In the eyes of the international community, White South Africa and the former Nazi Germany had lost their right to exist. Eventually, this was also recognised by most people in each state. So, the rehabilitation of a genocidal country is sometimes possible, although rehabilitation through a world war must be avoided. Even peaceful rehabilitation is not inevitable, as witness the past genocidal destruction of many Indigenous societies around the world by colonialism, where former colonial powers continue as largely unrepentant neocolonial powers that are, in several cases, still racist.
For example, like Israel today, the forerunner to the United States was a colonial enterprise in terms of its destructive impact on the North American Indigenous population and its slavery of Africans. The US evolved into a powerful neocolonial state imposing its will on foreign governments, including democratically elected ones, and foreign states, by economic power, subversion and war (see here, here and here).
A moral position is that Israel has, through its crimes against humanity, lost its right to exist as a racist state conducting ethnic cleansing and genocide of Palestinians. However, like the former White South Africa and the former Nazi Germany, it could eventually regain the moral right to exist if it were recreated as a single democratic state in which all people, former Israelis and Palestinians, had equal rights.
Unfortunately, this pathway contradicts generations of Zionist propaganda that the Jews are the ‘chosen people’ who are entitled to their own state on land occupied by another people. Throughout history, such colonialism has been implemented using racial discrimination, enforced by state power, where the original inhabitants are demonised as ‘other’, primitive and unworthy of equality. This is the current situation in Palestine.
So, the desire to transform Israel from a rogue to a just state is unlikely to come from most Israelis. As in the case of South Africa, it would have to be forced upon Israel by states that are committed to the Universal Declaration of Human Rights, supported morally by Jewish communities living outside Israel and the growing protests within Israel against the genocide.
A high barrier to such a transformation is the financial, military and political support of Israel by the United States, unwavering since Israel’s creation in 1948. Lobbying and funding of US politicians and the mass media by the American Israel Public Affairs Committee (AIPAC) further strengthens the bond between the two states, which have much in common, in addition to their lip service to democratic decision-making.
The US treats Israel as an extension of its geopolitical power, its ‘deputy sheriff’ holding the fort in the Middle East. Specific benefits to the US include ensuring its access to Middle East oil and gas, suppressing Iran, acting as a US base in the region, and providing profits for US industries. In the words of former US President Joe Biden, when he was a senator in 1986, “Were there not an Israel, the United States of America would have to invent an Israel to protect her interest in the region.”
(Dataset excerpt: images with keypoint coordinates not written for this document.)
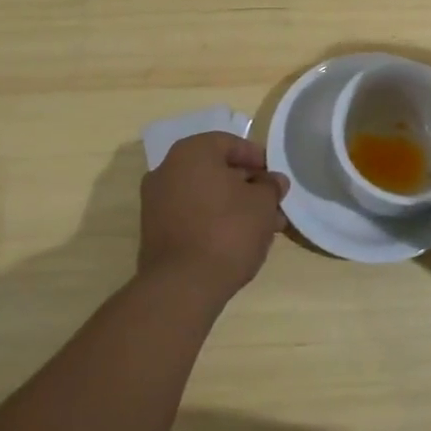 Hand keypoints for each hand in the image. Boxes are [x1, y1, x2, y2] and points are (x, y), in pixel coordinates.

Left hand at [139, 133, 288, 304]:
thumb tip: (274, 181)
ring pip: (206, 195)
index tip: (275, 177)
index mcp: (192, 152)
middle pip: (216, 170)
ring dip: (234, 205)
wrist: (182, 286)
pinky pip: (192, 215)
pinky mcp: (155, 231)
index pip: (230, 143)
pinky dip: (214, 220)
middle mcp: (168, 169)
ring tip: (264, 228)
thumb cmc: (227, 230)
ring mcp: (157, 202)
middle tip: (272, 203)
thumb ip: (270, 186)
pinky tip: (239, 240)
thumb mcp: (262, 204)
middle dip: (247, 185)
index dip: (257, 158) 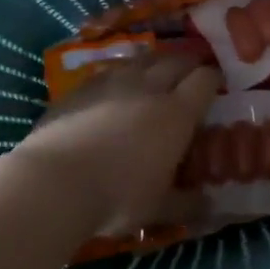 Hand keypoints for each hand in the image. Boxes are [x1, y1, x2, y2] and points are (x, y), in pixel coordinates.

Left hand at [10, 52, 219, 237]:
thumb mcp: (159, 209)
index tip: (216, 84)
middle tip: (191, 72)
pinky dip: (120, 74)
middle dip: (188, 63)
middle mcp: (148, 88)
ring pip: (141, 59)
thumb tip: (210, 206)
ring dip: (154, 62)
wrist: (53, 183)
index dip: (213, 79)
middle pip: (175, 61)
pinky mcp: (80, 87)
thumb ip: (187, 203)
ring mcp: (111, 82)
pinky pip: (109, 71)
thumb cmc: (117, 197)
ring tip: (155, 72)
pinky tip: (115, 88)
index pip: (205, 81)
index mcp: (176, 114) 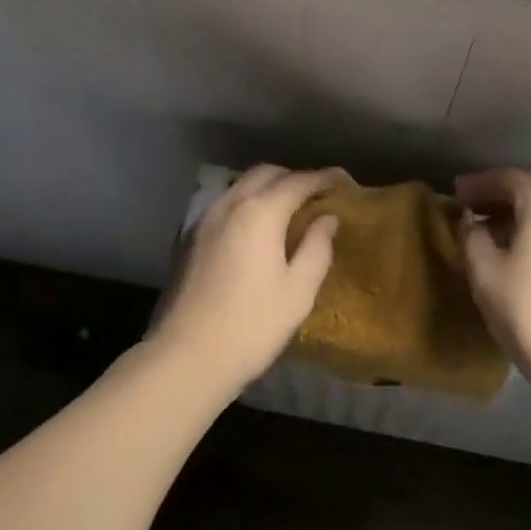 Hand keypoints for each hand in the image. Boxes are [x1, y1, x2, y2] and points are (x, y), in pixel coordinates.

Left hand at [149, 164, 347, 394]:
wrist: (187, 356)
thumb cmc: (252, 325)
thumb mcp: (298, 291)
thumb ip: (317, 248)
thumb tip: (328, 218)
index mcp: (261, 212)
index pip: (298, 182)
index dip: (323, 177)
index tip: (343, 180)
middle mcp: (232, 204)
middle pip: (267, 173)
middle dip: (294, 177)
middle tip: (316, 195)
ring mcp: (207, 218)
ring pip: (242, 184)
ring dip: (268, 186)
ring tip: (288, 208)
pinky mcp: (193, 236)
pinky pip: (227, 202)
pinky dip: (248, 201)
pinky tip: (257, 227)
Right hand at [457, 167, 530, 390]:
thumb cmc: (528, 310)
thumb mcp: (484, 270)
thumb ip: (471, 236)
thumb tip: (471, 222)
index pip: (508, 177)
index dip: (479, 183)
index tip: (455, 193)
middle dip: (500, 190)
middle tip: (471, 204)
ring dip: (518, 209)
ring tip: (489, 228)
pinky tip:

Nevertheless, an alliance of states committed to the human rights of all people could potentially rehabilitate a reluctant, arrogant Israel. While this strategy is developed over time, the most urgent task is to assemble a multi-national convoy, escorted by naval and air forces, to supply Gaza with food and medical supplies.
Rehabilitating Israel is just a small part of a much larger challenge. According to Jason Hickel, Professor at the Autonomous University of Barcelona, “A capitalist economy requires constant imperialist wars because it has to constantly suppress prices and wages and reorganize production in the global south around accumulation in the core. That is ultimately the system that we have to overcome.”